Сказки о сотворении мира
Шрифт:
— Бред какой-то, — прошептала графиня. — Крем для бриться… Зачем ему это надо?
— А здесь что такое? — Артур указал на едва заметное белое пятно на брови молодого человека. — Похоже на шрам. Откуда у него шрам?
Мира сунула киоскеру купюру и забыла про сдачу.
— Не знаю…
— А я знаю!
— За мной! — скомандовала графиня. — Идем, мой пес! Я научу тебя пользоваться метро!
В тот день Артур Деев познал иной Париж. Окраины городов средь бела дня тоже оказались похожи. За пределами кольцевой он не смог отличить Париж от Москвы и сотни других больших городов, также безобразно распластанных во все стороны. Они ехали так долго, что уже должны были въехать в Лондон.
— «День Земли» должен был быть сегодня, — негодовала Мира.
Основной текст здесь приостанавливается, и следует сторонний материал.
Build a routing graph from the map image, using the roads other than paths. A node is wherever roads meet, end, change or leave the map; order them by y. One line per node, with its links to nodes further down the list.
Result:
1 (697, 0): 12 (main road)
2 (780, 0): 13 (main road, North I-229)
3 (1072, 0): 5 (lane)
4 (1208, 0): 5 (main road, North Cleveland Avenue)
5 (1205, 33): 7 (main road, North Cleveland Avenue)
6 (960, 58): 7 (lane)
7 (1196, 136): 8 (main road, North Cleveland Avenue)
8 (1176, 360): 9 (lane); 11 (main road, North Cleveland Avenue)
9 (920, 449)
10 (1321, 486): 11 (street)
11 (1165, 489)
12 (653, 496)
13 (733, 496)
— Тогда я бы тебя не нашел, — возражал Артур. — А если бы я тебя не нашел, то не нашел бы и Даниеля.
Удача улыбнулась графине к вечеру. Улыбнулась в темноте, когда не осталось ни сил, ни надежды. Ей подали визитку с адресом и строго предупредили, что это частный клуб, что показ моделей и приватные вечеринки только для своих. Человек, говоривший с Мирой, знал Даниеля лично и советовал ждать у выхода. Восходящая звезда рекламы могла сбежать с вечеринки куда угодно, в чьей угодно машине.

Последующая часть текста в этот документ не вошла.